Его глаза говорят: я знаю, что ты не дашь мне умереть.
Его глаза говорят: я знаю, что ты успокоишь мою боль.
Его глаза говорят: верю/люблю/обожаю/тывсегдаменяохраняешъ/тыдляменявесьмир.
Но я не смог его спасти.
И я не могу успокоить его боль.
Мы были в пустыне, держали этого, именно этого, ребенка на руках и теряли его, любили его, горевали по нему, чувствовали, как ускользает его жизнь...
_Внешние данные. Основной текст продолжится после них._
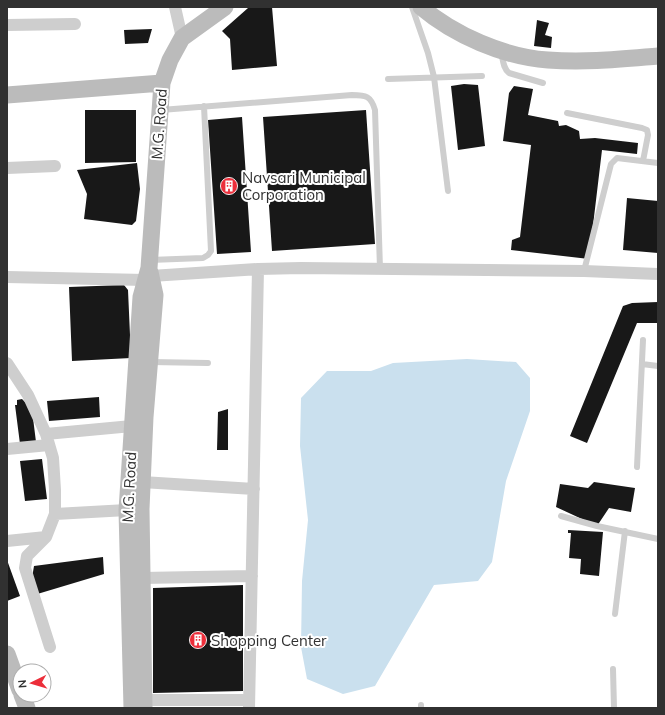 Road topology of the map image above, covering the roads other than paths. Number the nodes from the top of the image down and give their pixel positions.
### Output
1 (175, 7) edge
2 (225, 7) edge
3 (412, 7) edge
4 (420, 7) edge
5 (75, 24) dead end
6 (7, 25) edge
7 (182, 38) junction
8 (501, 50) junction
9 (658, 56) edge
10 (482, 76) dead end
11 (434, 78) junction
12 (388, 79) dead end
13 (162, 83) junction
14 (543, 83) dead end
15 (7, 95) edge
16 (204, 106) junction
17 (160, 110) junction
18 (567, 113) dead end
19 (643, 161) junction
20 (658, 163) edge
21 (55, 166) dead end
22 (7, 168) edge
23 (448, 191) dead end
24 (258, 269) junction
25 (380, 269) junction
26 (149, 271) junction
27 (584, 271) junction
28 (658, 274) edge
29 (7, 277) edge
30 (643, 340) dead end
31 (149, 362) junction
32 (7, 363) edge
33 (208, 363) dead end
34 (642, 364) junction
35 (658, 366) edge
36 (132, 426) junction
37 (48, 439) junction
38 (7, 449) edge
39 (637, 467) dead end
40 (142, 482) junction
41 (254, 489) junction
42 (126, 510) junction
43 (55, 514) junction
44 (561, 516) dead end
45 (625, 531) junction
46 (46, 536) junction
47 (658, 539) edge
48 (7, 541) edge
49 (252, 576) junction
50 (142, 578) junction
51 (615, 614) dead end
52 (50, 647) dead end
53 (7, 654) edge
54 (12, 668) edge
55 (613, 669) dead end
56 (249, 704) edge
57 (140, 705) edge
58 (614, 708) edge

1 - 7 street
2 - 7 main road, M.G. Road
3 - 11 lane
4 - 8 main road
5 - 6 street
7 - 13 main road, M.G. Road
8 - 9 main road
8 - 14 lane
10 - 11 lane
11 - 12 lane
11 - 23 lane
13 - 15 main road
13 - 17 main road, M.G. Road
16 - 17 lane
16 - 25 lane
16 - 26 lane
17 - 26 main road, M.G. Road
18 - 19 lane
19 - 20 lane
19 - 27 lane
21 - 22 street
24 - 25 street
24 - 26 street
24 - 41 street
25 - 27 street
26 - 29 street
26 - 31 main road, M.G. Road
26 - 36 main road, M.G. Road
27 - 28 street
30 - 34 lane
31 - 33 lane
31 - 40 main road, M.G. Road
32 - 37 street
34 - 35 lane
34 - 39 lane
36 - 37 street
36 - 42 main road, M.G. Road
37 - 38 street
37 - 43 street
40 - 41 street
40 - 50 main road, M.G. Road
41 - 49 street
42 - 43 street
42 - 57 main road, M.G. Road
43 - 46 street
44 - 45 lane
45 - 47 lane
45 - 51 lane
46 - 48 street
46 - 52 street
49 - 50 street
49 - 56 street
50 - 57 main road, M.G. Road
53 - 54 main road
55 - 58 lane
56 - 57 street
Я вижу это в его глазах. Все его прожитые дни. И день сегодняшний. И завтра, которое не придет никогда.
Я вижу его боль, и она рвет меня на части.
Я вижу его безграничную любовь, и мне стыдно.
Я вижу свет — чудесный, идеальный свет его жизни.
Он улыбается мне. Взглядом он выражает свою любовь ко мне.
И его глаза начинают гаснуть.
Нет! Из моей груди вырывается крик. Ты не умрешь! Ты не оставишь меня!
Кажется, что я смотрю в его глаза тысячу дней.
Я вижу его. Держу его. Он тут.
Его нет.
Но он был. Он был здесь, сейчас, со мной. Прижимался лицом к решетке. Улыбался мне.
Он смотрит на меня глазами, полными любви. Я таю. Если бы я могла быть кому-то матерью, я взяла бы этого ребенка и вечно оберегала бы его безопасность.
Я поднимаюсь на ноги, двигаясь, словно в трансе. Я держала этого ребенка на руках, будучи в сознании Бэрронса. И, как Бэрронс, любила и потеряла его. Разделенное воспоминание сделало эту рану и моей тоже.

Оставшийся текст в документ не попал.